2011-08-03 Thread Josh Doe
Very cool, thanks for sharing! Perhaps you could allow for customizing the
bounding box. For example I've hardly edited anything outside of my state in
the US, so I just have a tiny blob. Perhaps you could have country/state
presets as well.

Thanks,
-Josh

On Wed, Aug 3, 2011 at 4:06 PM, Stephan Knauss o...@stephans-server.dewrote:

 Hi,

 I presented this already on the talk-de mailing list, it could be
 interesting for others in the community as well.

 I have created a website that lets you see where you edited.

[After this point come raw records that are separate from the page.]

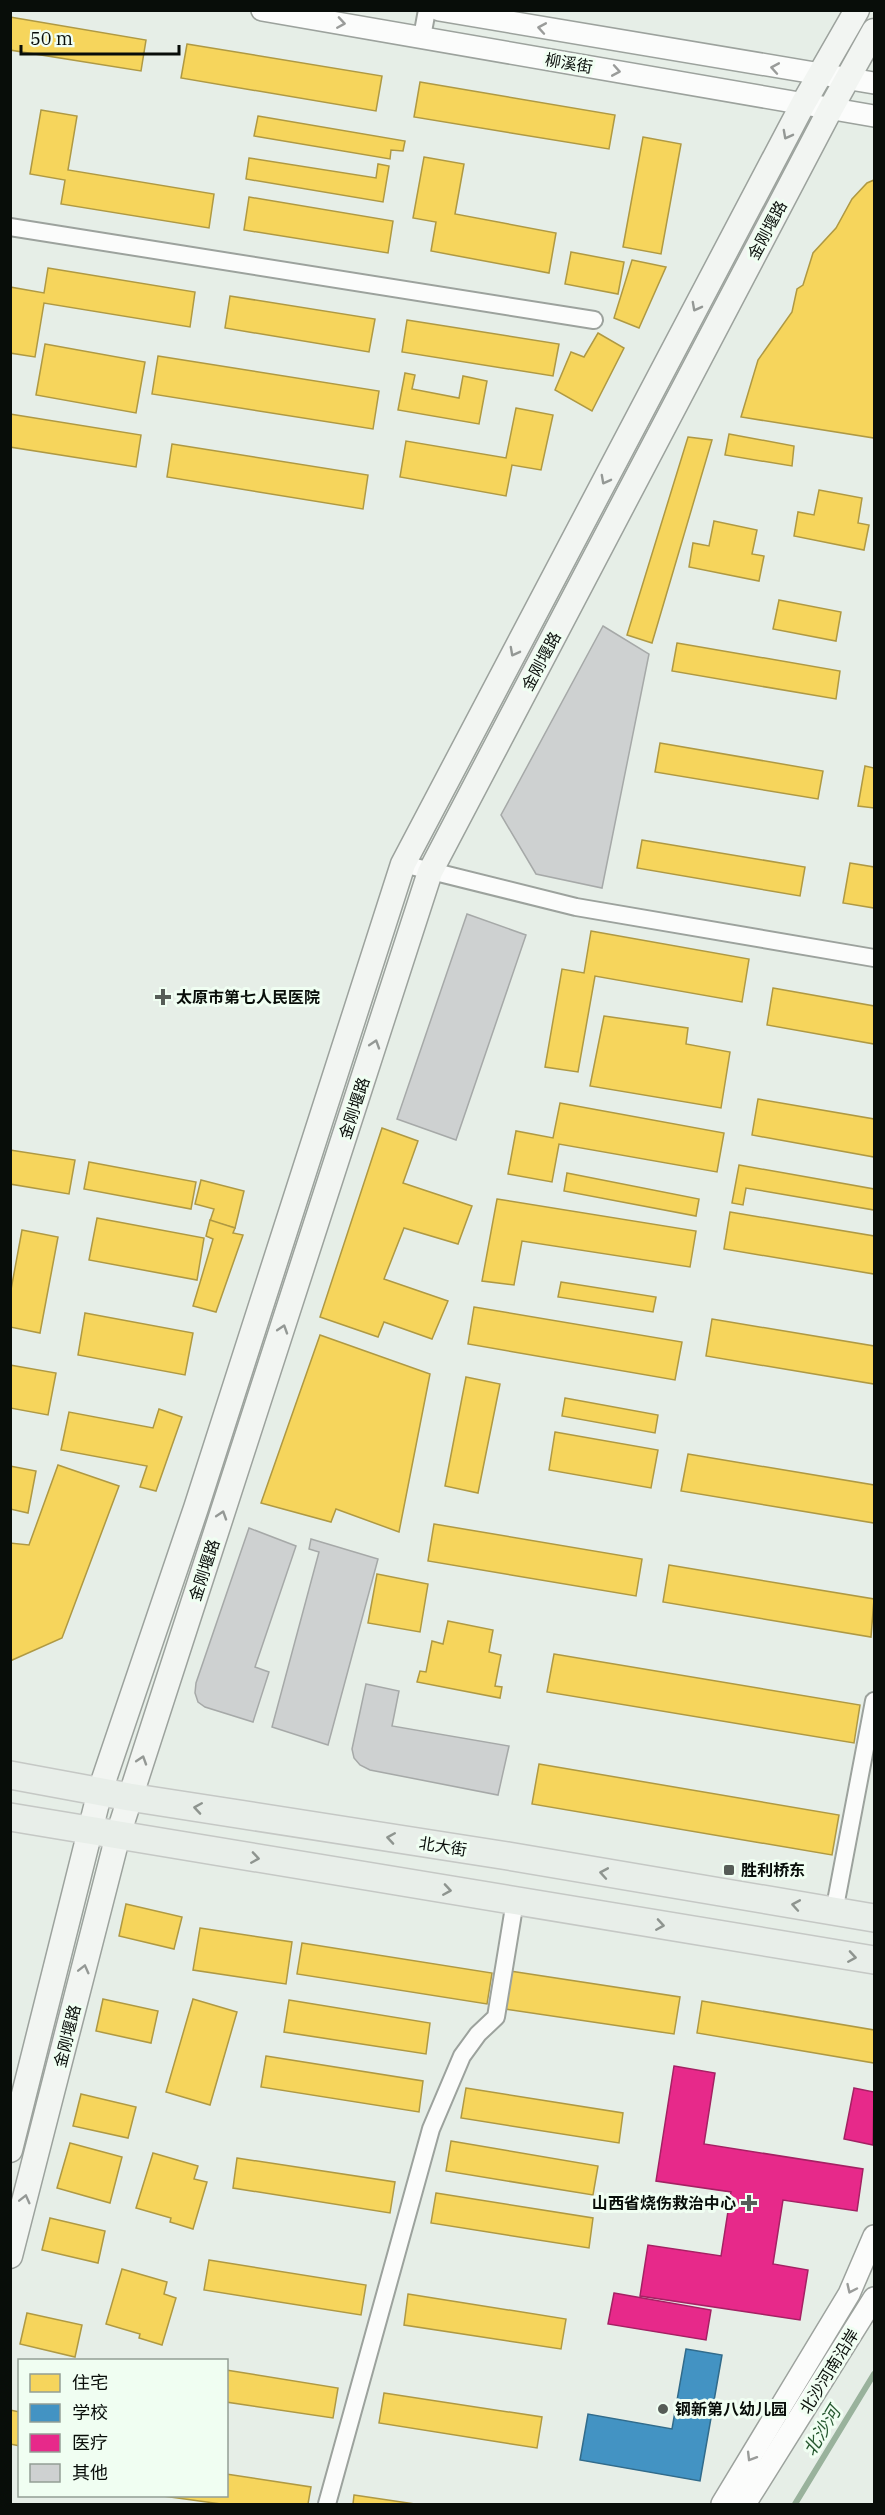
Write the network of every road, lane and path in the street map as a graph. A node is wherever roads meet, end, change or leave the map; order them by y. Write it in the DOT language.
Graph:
graph roads {
  1 [pos="262,10"];
  2 [pos="428,10"];
  3 [pos="439,10"];
  4 [pos="857,10"];
  5 [pos="874,31"];
  6 [pos="422,37"];
  7 [pos="820,75"];
  8 [pos="847,79"];
  9 [pos="874,83"];
  10 [pos="803,104"];
  11 [pos="831,108"];
  12 [pos="874,116"];
  13 [pos="10,227"];
  14 [pos="594,320"];
  15 [pos="403,864"];
  16 [pos="430,872"];
  17 [pos="874,958"];
  18 [pos="874,1701"];
  19 [pos="10,1775"];
  20 [pos="100,1791"];
  21 [pos="129,1797"];
  22 [pos="10,1817"];
  23 [pos="88,1832"];
  24 [pos="118,1835"];
  25 [pos="515,1901"];
  26 [pos="834,1912"];
  27 [pos="874,1918"];
  28 [pos="874,1960"];
  29 [pos="10,2150"];
  30 [pos="874,2236"];
  31 [pos="10,2256"];
  32 [pos="874,2298"];
  33 [pos="327,2505"];
  34 [pos="722,2505"];
  35 [pos="745,2505"];
  1 -- 6 [label="street, 柳溪街, one-way"];
  2 -- 6 [label="street"];
  7 -- 3 [label="street, 柳溪街, one-way"];
  4 -- 7 [label="main road"];
  5 -- 8 [label="main road, 金刚堰路"];
  6 -- 10 [label="street, 柳溪街, one-way"];
  7 -- 8 [label="street, 柳溪街"];
  7 -- 10 [label="main road"];
  8 -- 9 [label="street, 柳溪街"];
  8 -- 11 [label="main road, 金刚堰路"];
  10 -- 11 [label="street, 柳溪街"];
  10 -- 15 [label="main road, one-way"];
  11 -- 12 [label="street, 柳溪街"];
  11 -- 16 [label="main road, 金刚堰路"];
  13 -- 14 [label="street"];
  15 -- 16 [label="street"];
  15 -- 20 [label="main road"];
  16 -- 17 [label="street"];
  21 -- 16 [label="main road, 金刚堰路, one-way"];
  18 -- 26 [label="street"];
  19 -- 20 [label="main road, 北大街"];
  20 -- 21 [label="main road, 北大街"];
  20 -- 23 [label="main road"];
  21 -- 24 [label="main road, 金刚堰路"];
  26 -- 21 [label="main road, 北大街, one-way"];
  22 -- 23 [label="main road"];
  23 -- 24 [label="main road"];
  23 -- 29 [label="main road"];
  24 -- 25 [label="main road, one-way"];
  31 -- 24 [label="main road, 金刚堰路, one-way"];
  25 -- 28 [label="main road, one-way"];
  25 -- 33 [label="street"];
  26 -- 27 [label="main road, 北大街"];
  30 -- 34 [label="street, one-way"];
  32 -- 35 [label="street, 北沙河南沿岸"];
}
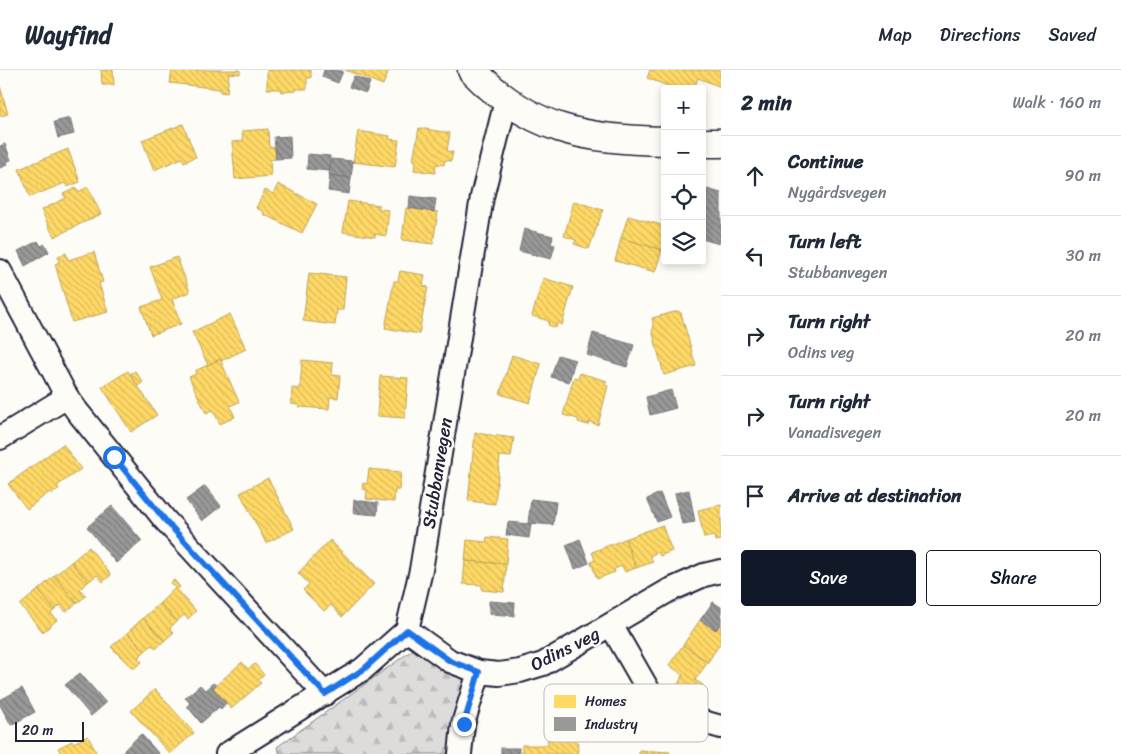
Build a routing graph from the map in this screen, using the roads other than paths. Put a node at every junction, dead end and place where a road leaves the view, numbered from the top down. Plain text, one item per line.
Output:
1 (472, 70) edge
2 (506, 101) junction
3 (661, 141) edge
4 (706, 143) edge
5 (721, 143) edge
6 (0, 271) edge
7 (67, 397) junction
8 (0, 438) edge
9 (721, 571) edge
10 (610, 625) junction
11 (407, 630) junction
12 (479, 672) junction
13 (645, 684) edge
14 (325, 694) junction
15 (708, 723) edge
16 (721, 727) edge
17 (227, 754) edge
18 (460, 754) edge

1 - 2 street
2 - 3 street
2 - 11 street, Stubbanvegen
4 - 5 street
6 - 7 street
7 - 8 street
7 - 14 street
9 - 10 street, Odins veg
10 - 12 street, Odins veg
10 - 13 street
11 - 12 street, Odins veg
11 - 14 street
12 - 18 street
14 - 17 street
15 - 16 street

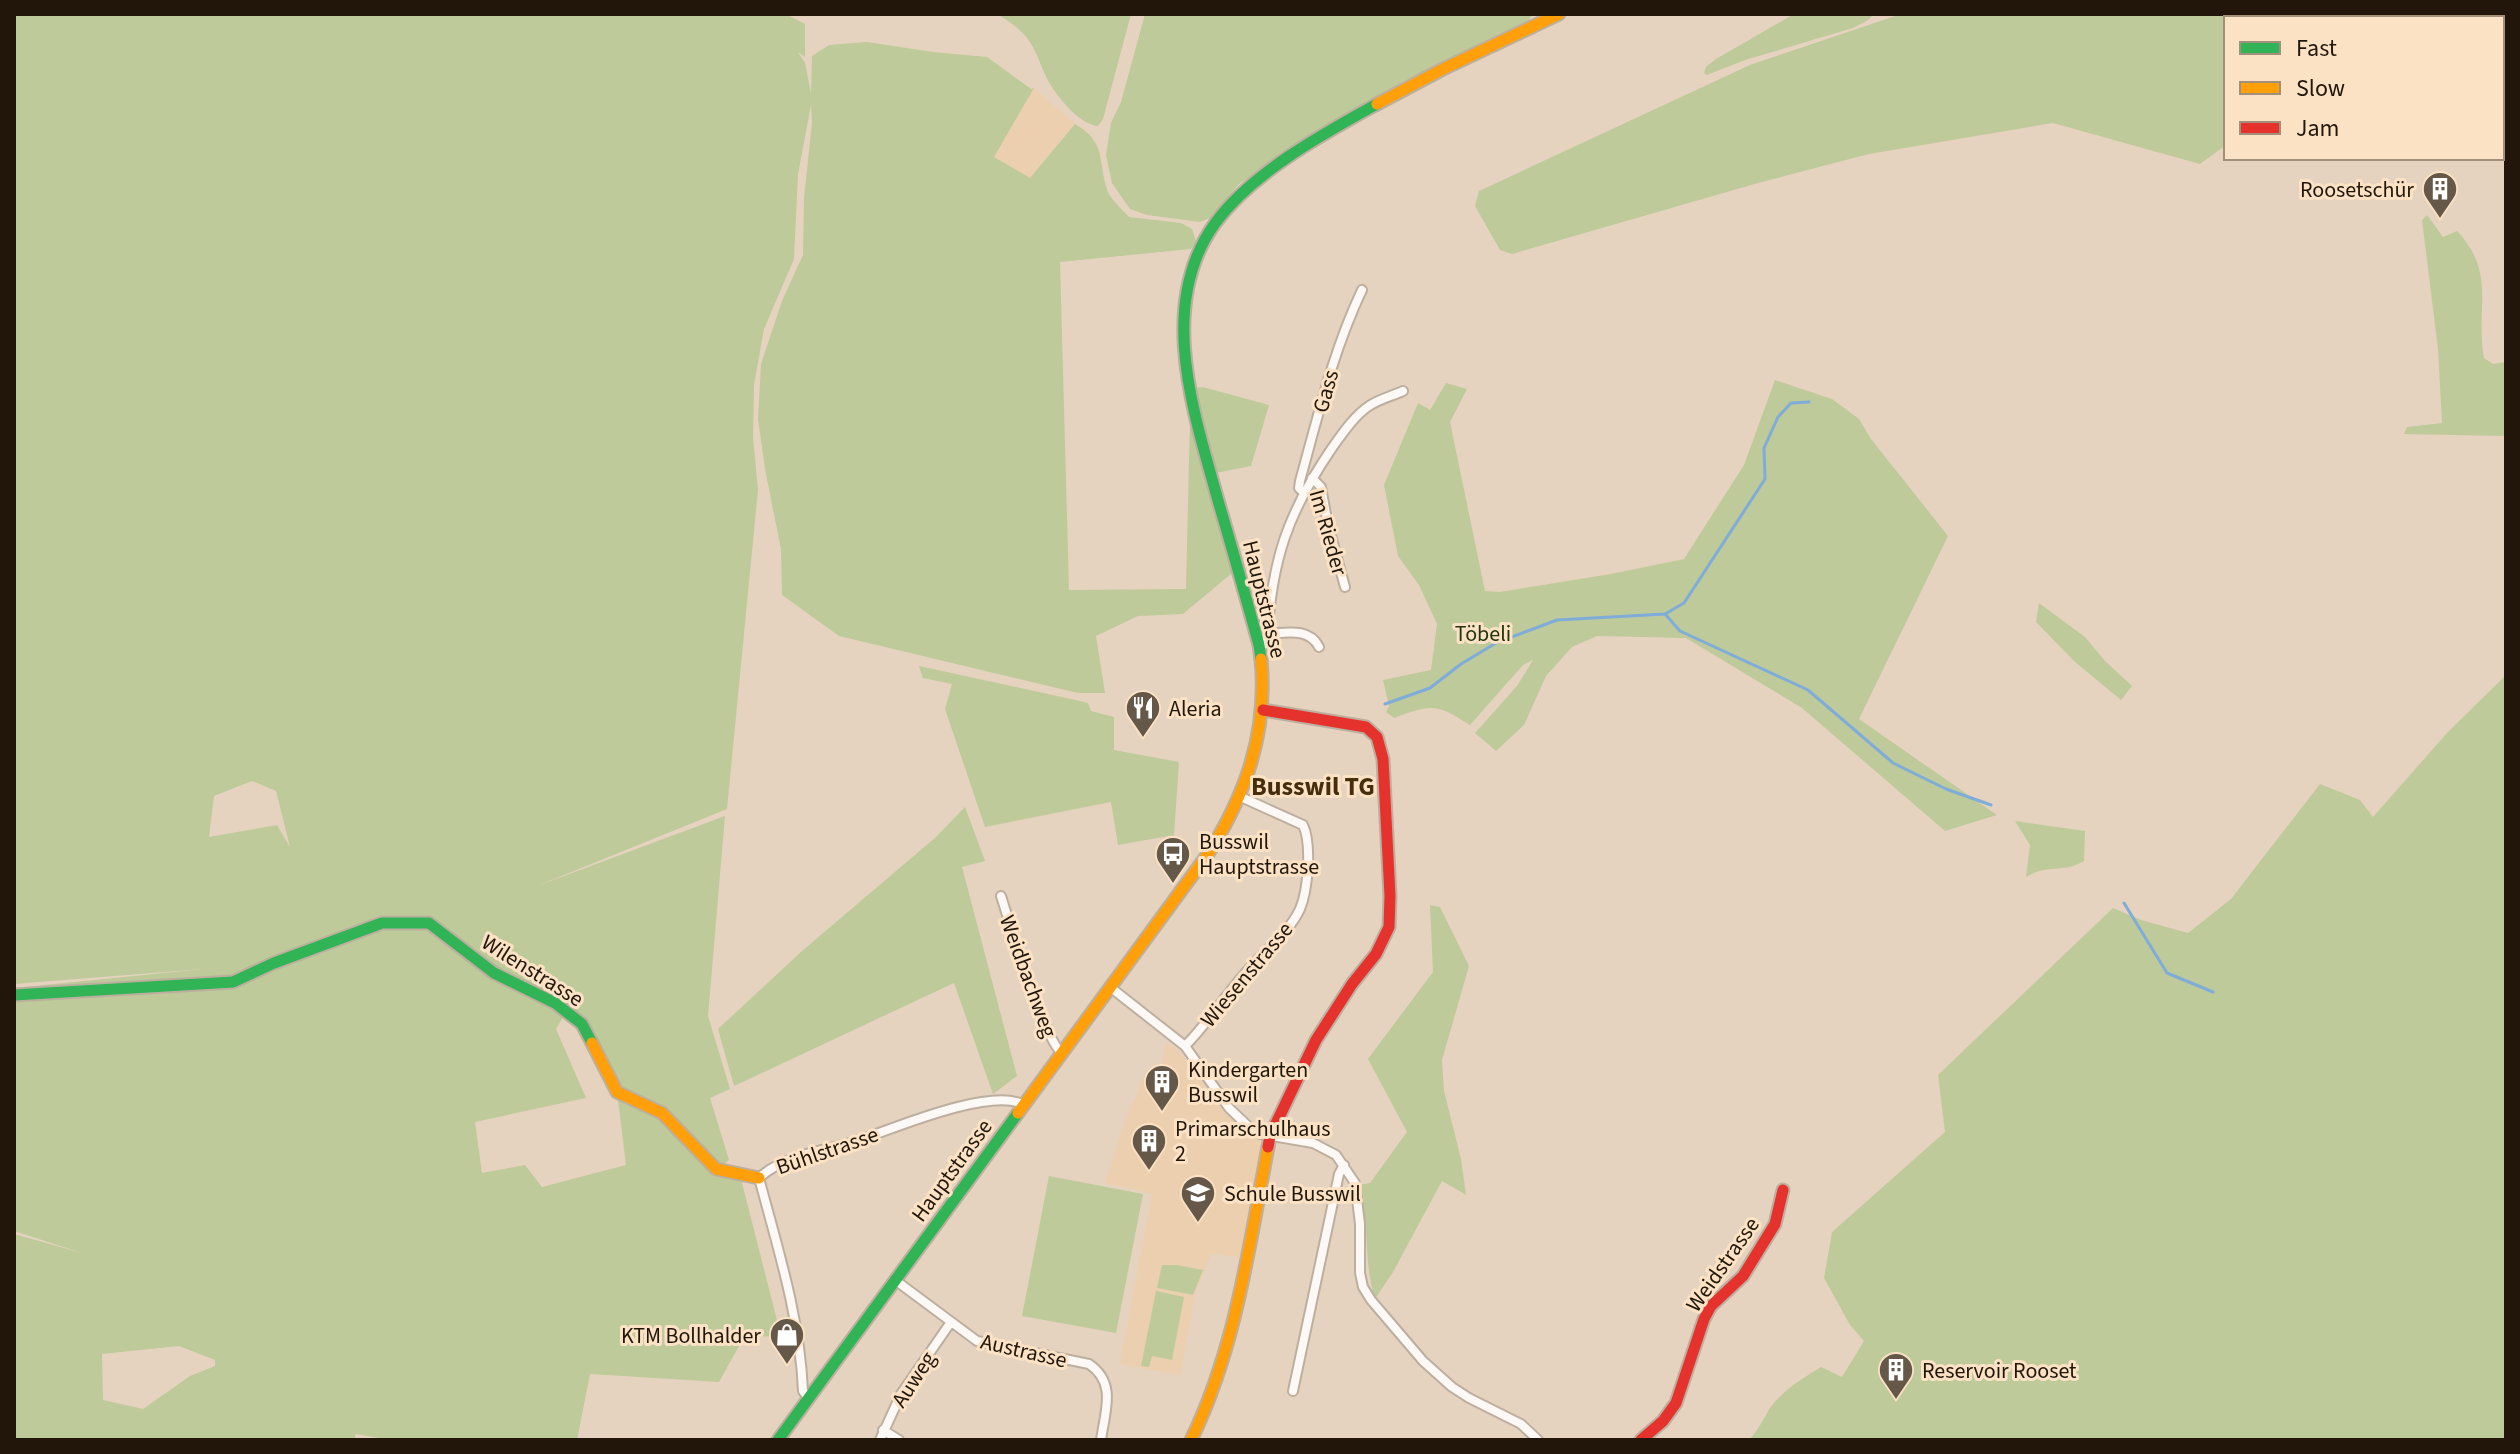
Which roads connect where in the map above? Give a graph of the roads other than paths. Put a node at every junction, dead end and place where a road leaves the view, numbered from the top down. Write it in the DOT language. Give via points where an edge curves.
graph roads {
  1 [pos="1559,14"];
  2 [pos="1362,290"];
  3 [pos="1403,391"];
  4 [pos="1312,478"];
  5 [pos="1304,493"];
  6 [pos="1345,587"];
  7 [pos="1267,634"];
  8 [pos="1259,645"];
  9 [pos="1319,647"];
  10 [pos="1263,710"];
  11 [pos="1241,797"];
  12 [pos="1001,896"];
  13 [pos="1110,987"];
  14 [pos="14,995"];
  15 [pos="1185,1046"];
  16 [pos="1062,1053"];
  17 [pos="1024,1105"];
  18 [pos="1270,1136"];
  19 [pos="1344,1165"];
  20 [pos="759,1178"];
  21 [pos="1783,1190"];
  22 [pos="895,1280"];
  23 [pos="951,1322"];
  24 [pos="1293,1391"];
  25 [pos="808,1398"];
  26 [pos="883,1430"];
  27 [pos="778,1440"];
  28 [pos="880,1440"];
  29 [pos="899,1440"];
  30 [pos="1101,1440"];
  31 [pos="1191,1440"];
  32 [pos="1538,1440"];
  33 [pos="1641,1440"];
  1 -- 8 [label="street, Hauptstrasse" via="1418,81 1301,149 1221,216 1194,260 1185,321 1194,408"];
  2 -- 5 [label="street, Gass" via="1332,363 1300,481"];
  3 -- 4 [label="street" via="1361,412"];
  4 -- 5 [label="street"];
  4 -- 6 [label="street, Im Rieder" via="1321,487"];
  5 -- 7 [label="street" via="1273,579"];
  7 -- 8 [label="street" via="1266,643"];
  7 -- 9 [label="street" via="1303,633"];
  8 -- 10 [label="street, Hauptstrasse"];
  10 -- 11 [label="street, Hauptstrasse"];
  10 -- 18 [label="street" via="1366,727 1377,737 1383,759 1391,910 1384,940 1316,1040"];
  11 -- 13 [label="street, Hauptstrasse" via="1212,847"];
  11 -- 15 [label="street, Wiesenstrasse" via="1303,825 1304,896 1298,914"];
  12 -- 16 [label="street, Weidbachweg" via="1044,1022"];
  13 -- 15 [label="street"];
  13 -- 16 [label="street, Hauptstrasse"];
  14 -- 20 [label="street, Wilenstrasse" via="233,982 382,923 429,923 494,973 555,1003 582,1024 617,1092 662,1113 716,1169"];
  15 -- 18 [label="street" via="1229,1108 1252,1130"];
  16 -- 17 [label="street, Hauptstrasse"];
  17 -- 20 [label="street, Bühlstrasse" via="1007,1100 948,1110 799,1157"];
  17 -- 22 [label="street, Hauptstrasse"];
  18 -- 19 [label="street" via="1313,1143"];
  18 -- 31 [label="street" via="1225,1355"];
  19 -- 24 [label="street"];
  19 -- 32 [label="street" via="1359,1201 1360,1273 1371,1300 1452,1387 1521,1424"];
  20 -- 25 [label="street, Bühlstrasse" via="791,1295"];
  21 -- 33 [label="street, Weidstrasse" via="1775,1224 1743,1276 1704,1319 1671,1413"];
  22 -- 23 [label="street, Austrasse"];
  22 -- 25 [label="street, Hauptstrasse"];
  23 -- 26 [label="street, Auweg"];
  23 -- 30 [label="street, Austrasse" via="984,1344 1089,1364 1097,1370 1107,1386"];
  25 -- 27 [label="street, Hauptstrasse"];
  26 -- 28 [label="street, Auweg"];
  26 -- 29 [label="street"];
}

 According to the intensity of your edits a map is colored from dark red
 to bright green.

 For your convenience the site can be accessed using this direct URL:

 http://wdye.osm-tools.org/

 Based on the feedback from the community I extended the site by the
 possibility to directly link to a specific username, e.g. Steve would use
 this link:

 http://wdye.osm-tools.org/?**Steve http://wdye.osm-tools.org/?Steve
 or
 http://wdye.osm-tools.org/**user/Stevehttp://wdye.osm-tools.org/user/Steve

 The site provides links to directly link to the images. As long as my
 server can handle the load hot-linking is fine. If you expect the image
 being requested quite often consider storing it on your own server.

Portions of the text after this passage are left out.